Dataset records:

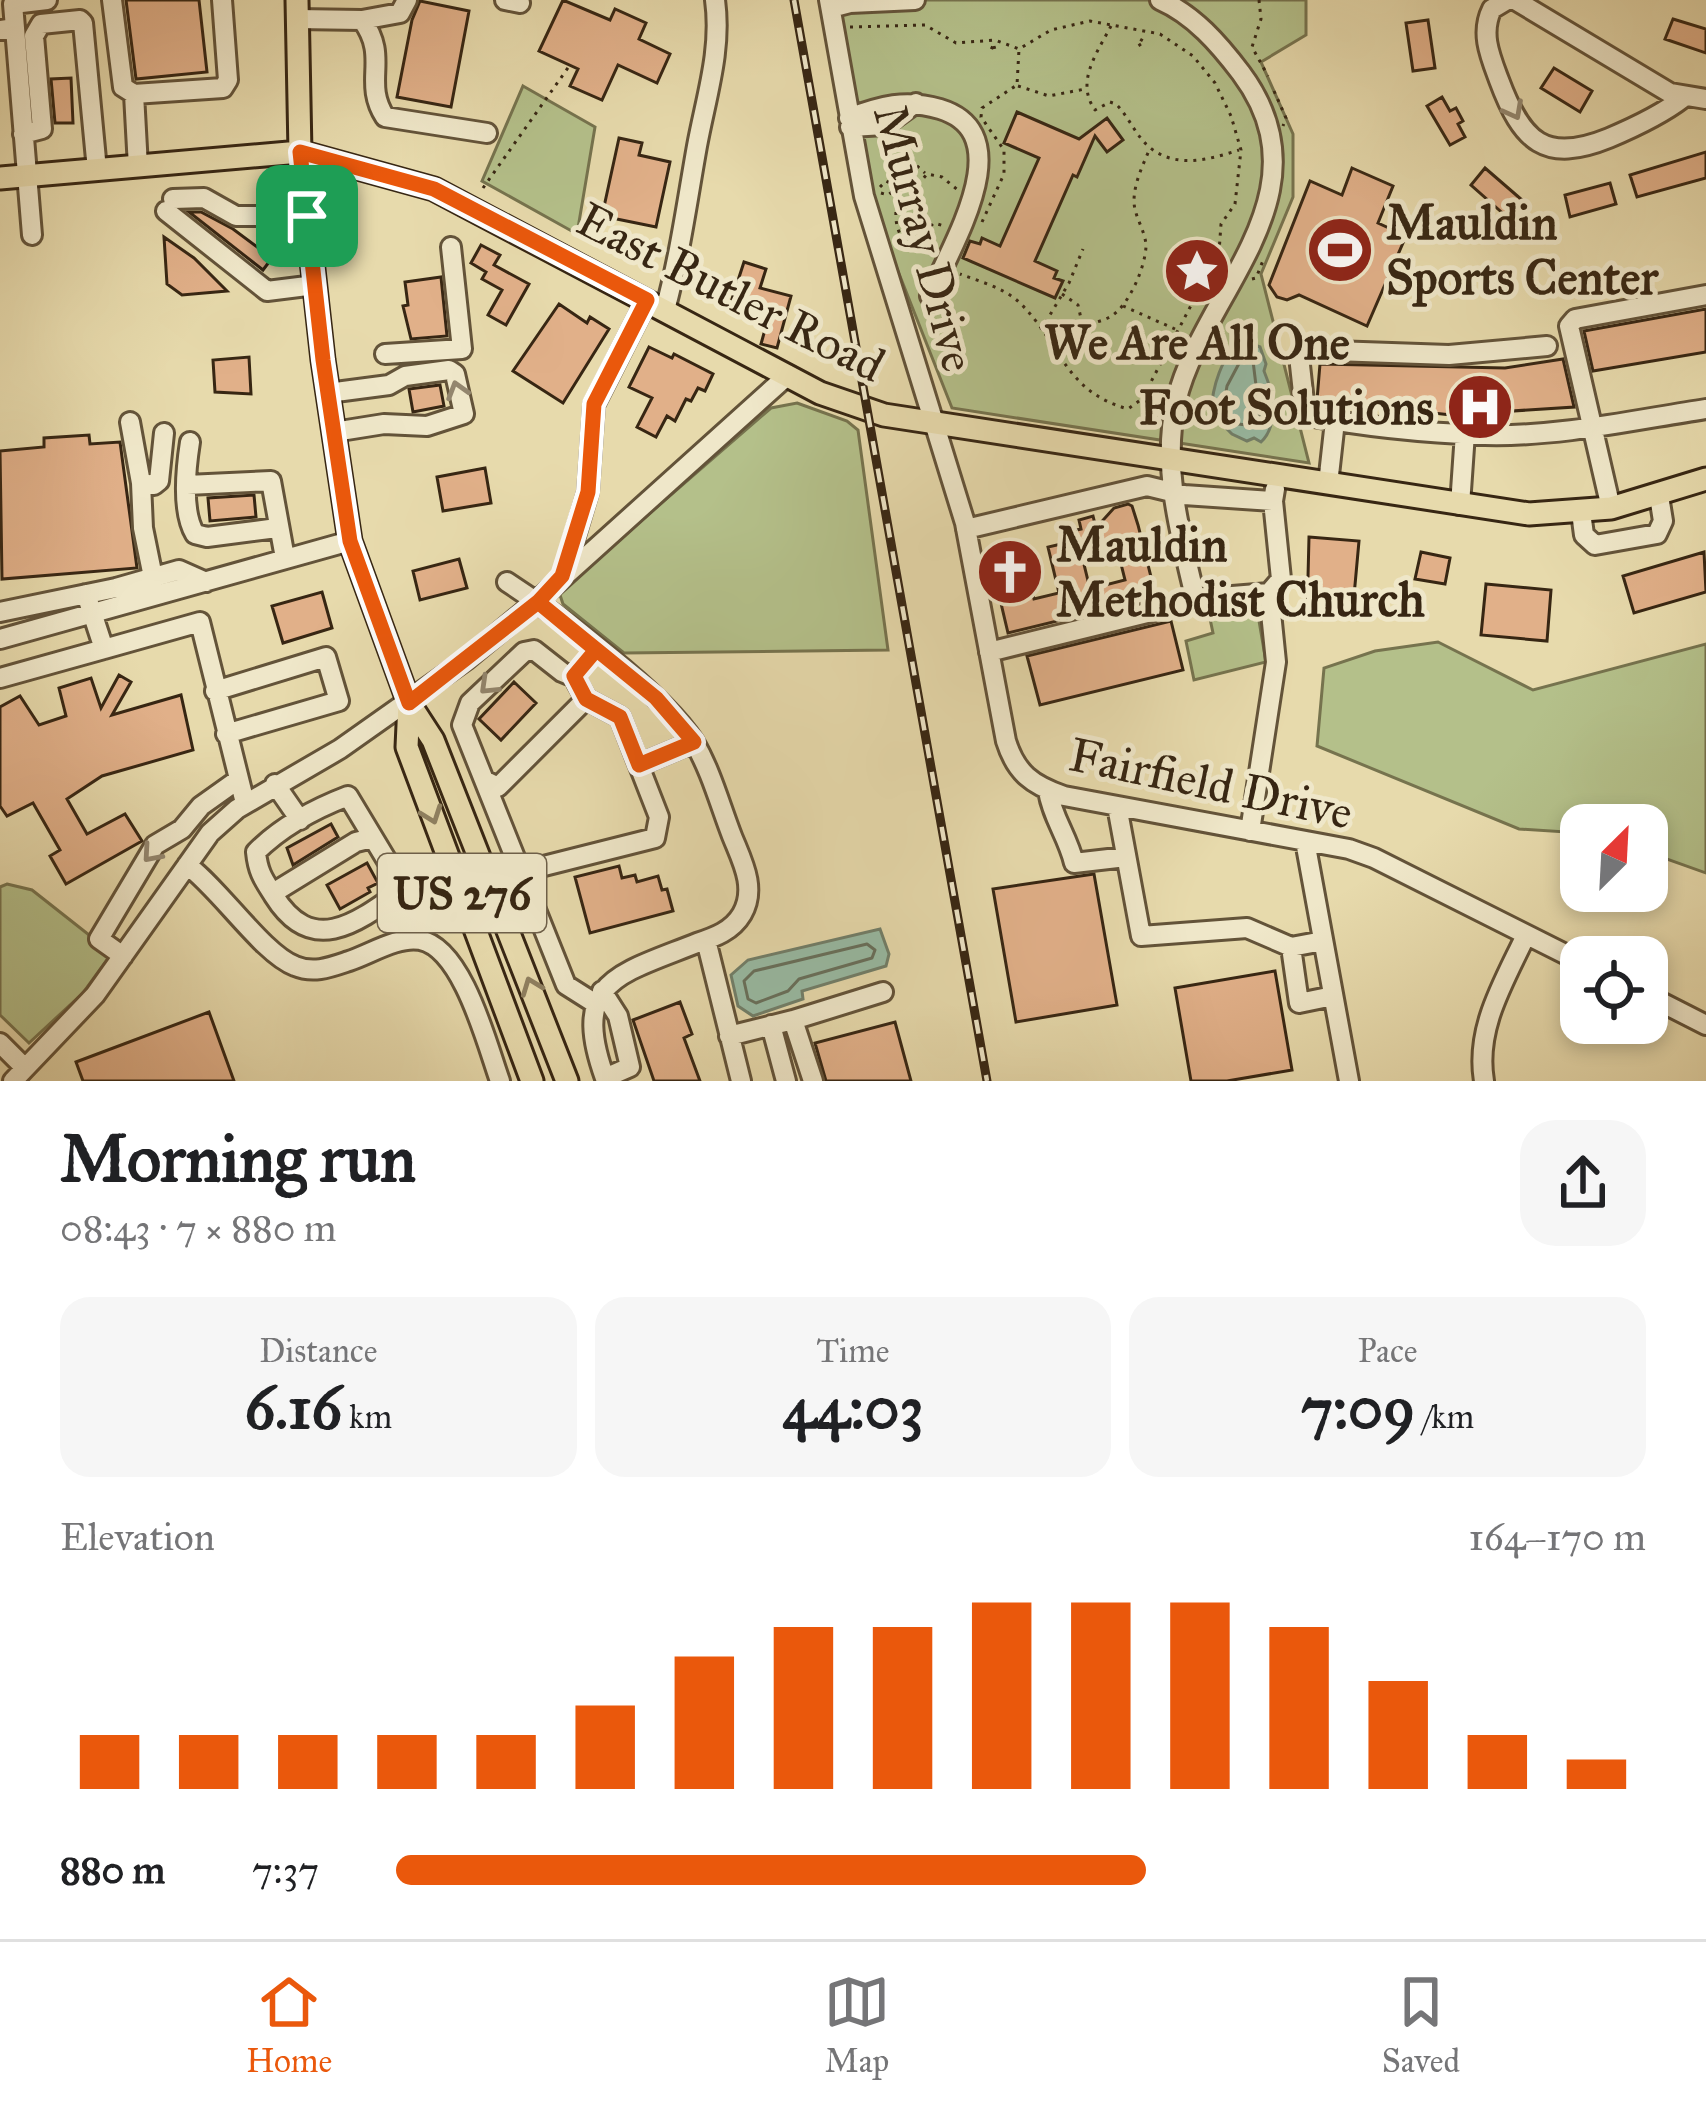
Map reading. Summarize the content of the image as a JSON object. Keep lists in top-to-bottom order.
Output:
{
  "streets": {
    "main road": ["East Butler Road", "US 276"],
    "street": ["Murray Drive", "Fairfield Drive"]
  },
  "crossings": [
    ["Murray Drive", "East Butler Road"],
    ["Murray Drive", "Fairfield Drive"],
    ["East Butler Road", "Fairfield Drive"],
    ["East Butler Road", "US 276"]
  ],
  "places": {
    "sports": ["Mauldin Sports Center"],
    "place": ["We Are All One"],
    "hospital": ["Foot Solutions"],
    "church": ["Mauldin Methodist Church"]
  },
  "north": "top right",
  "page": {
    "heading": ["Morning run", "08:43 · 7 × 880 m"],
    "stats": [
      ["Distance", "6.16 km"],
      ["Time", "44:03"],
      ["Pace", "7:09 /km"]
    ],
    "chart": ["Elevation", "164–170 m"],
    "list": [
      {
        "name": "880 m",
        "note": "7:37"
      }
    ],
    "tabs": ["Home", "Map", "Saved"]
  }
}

---

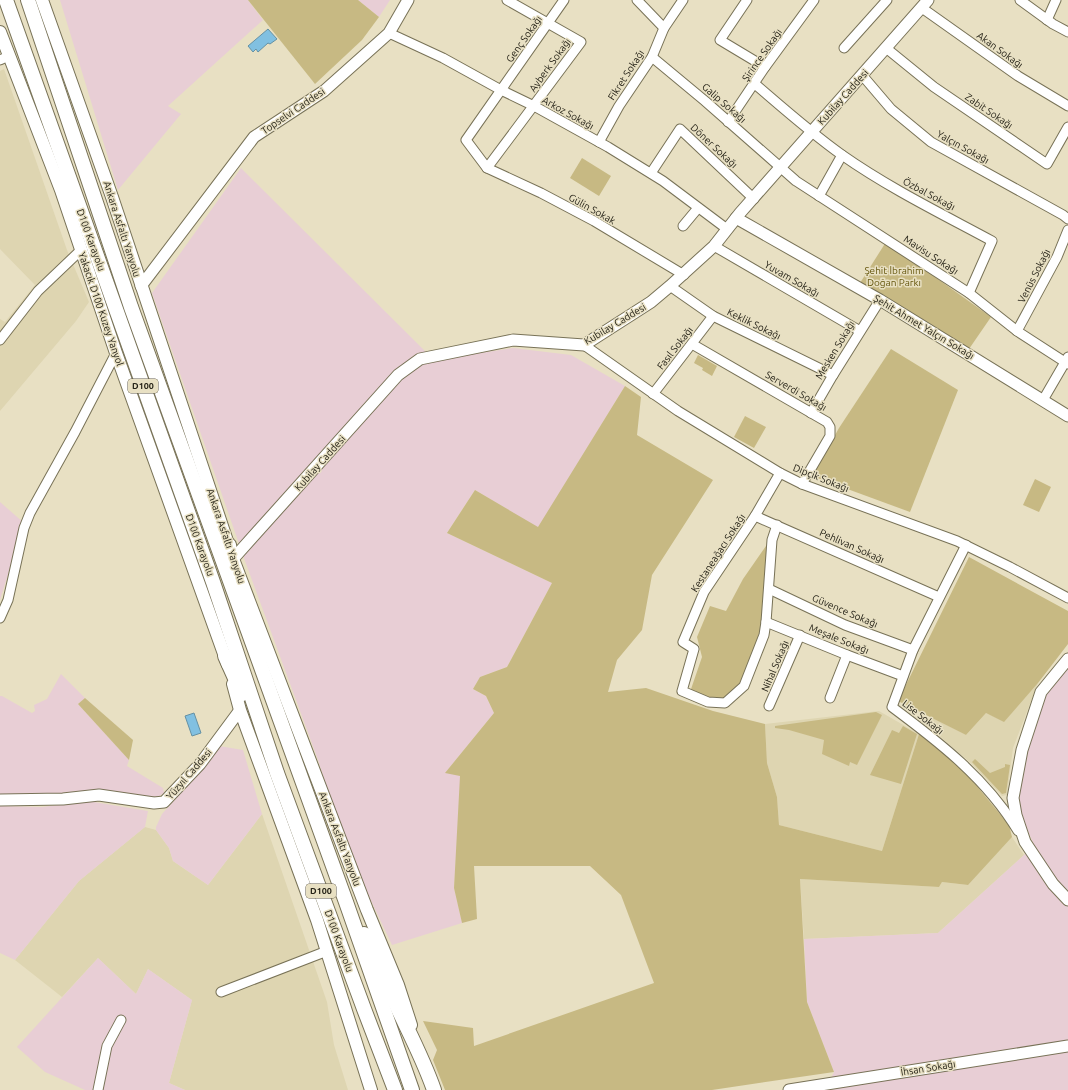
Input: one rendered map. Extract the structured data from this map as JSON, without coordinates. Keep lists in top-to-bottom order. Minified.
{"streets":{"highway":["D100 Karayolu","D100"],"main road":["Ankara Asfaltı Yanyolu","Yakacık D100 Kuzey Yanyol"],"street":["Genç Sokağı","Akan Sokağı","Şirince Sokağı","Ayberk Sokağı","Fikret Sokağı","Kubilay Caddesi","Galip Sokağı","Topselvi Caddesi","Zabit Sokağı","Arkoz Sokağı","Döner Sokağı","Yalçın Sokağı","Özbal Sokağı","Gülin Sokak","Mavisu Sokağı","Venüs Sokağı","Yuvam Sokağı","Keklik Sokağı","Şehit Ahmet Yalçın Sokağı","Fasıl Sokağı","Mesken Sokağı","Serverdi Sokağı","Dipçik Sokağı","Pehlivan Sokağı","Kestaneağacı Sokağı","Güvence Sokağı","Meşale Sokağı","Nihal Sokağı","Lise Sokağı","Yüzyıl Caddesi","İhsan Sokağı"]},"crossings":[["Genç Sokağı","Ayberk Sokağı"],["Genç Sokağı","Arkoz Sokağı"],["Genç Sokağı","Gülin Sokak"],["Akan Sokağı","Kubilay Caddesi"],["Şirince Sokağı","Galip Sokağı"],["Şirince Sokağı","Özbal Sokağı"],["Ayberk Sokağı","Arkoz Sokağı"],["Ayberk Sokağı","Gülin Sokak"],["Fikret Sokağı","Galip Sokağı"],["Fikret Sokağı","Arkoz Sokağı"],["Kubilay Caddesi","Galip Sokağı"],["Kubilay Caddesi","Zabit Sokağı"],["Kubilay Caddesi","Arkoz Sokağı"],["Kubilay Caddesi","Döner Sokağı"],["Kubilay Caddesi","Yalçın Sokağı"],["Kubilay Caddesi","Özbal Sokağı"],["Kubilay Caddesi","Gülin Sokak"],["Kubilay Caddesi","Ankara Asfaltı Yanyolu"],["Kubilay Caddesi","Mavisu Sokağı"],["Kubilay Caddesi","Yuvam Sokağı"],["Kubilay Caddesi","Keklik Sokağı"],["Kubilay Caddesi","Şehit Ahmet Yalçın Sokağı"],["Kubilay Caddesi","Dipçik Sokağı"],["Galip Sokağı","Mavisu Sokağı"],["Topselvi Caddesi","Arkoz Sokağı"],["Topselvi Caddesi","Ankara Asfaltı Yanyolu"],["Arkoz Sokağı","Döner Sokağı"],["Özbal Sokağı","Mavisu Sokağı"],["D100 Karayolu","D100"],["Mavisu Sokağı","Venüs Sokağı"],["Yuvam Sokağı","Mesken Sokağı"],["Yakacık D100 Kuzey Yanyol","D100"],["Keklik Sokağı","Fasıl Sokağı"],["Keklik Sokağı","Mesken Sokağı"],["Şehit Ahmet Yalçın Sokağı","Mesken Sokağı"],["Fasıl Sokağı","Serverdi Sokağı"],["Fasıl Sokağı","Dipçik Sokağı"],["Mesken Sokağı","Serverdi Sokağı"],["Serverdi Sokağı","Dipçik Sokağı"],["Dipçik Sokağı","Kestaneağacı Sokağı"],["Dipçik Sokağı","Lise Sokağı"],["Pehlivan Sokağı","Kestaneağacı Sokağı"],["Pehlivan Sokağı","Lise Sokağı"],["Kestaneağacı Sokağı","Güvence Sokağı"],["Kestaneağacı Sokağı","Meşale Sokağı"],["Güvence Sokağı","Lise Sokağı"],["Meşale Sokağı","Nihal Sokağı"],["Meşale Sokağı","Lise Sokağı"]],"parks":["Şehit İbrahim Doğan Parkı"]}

==

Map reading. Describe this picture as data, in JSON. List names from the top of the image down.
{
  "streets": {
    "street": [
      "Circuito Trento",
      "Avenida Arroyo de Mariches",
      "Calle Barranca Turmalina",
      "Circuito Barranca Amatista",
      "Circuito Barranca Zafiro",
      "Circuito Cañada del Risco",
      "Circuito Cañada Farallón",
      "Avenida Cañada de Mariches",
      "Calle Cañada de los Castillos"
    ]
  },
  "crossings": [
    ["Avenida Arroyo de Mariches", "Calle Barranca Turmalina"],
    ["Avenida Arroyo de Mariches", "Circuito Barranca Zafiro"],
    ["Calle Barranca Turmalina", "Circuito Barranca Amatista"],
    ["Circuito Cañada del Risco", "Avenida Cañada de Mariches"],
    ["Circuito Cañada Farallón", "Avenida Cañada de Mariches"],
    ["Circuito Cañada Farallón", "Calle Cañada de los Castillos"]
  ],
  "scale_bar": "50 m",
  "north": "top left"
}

Work task: Copy out every line of the material above that contains the string "Zafiro".

Answer:
      "Circuito Barranca Zafiro",
    ["Avenida Arroyo de Mariches", "Circuito Barranca Zafiro"],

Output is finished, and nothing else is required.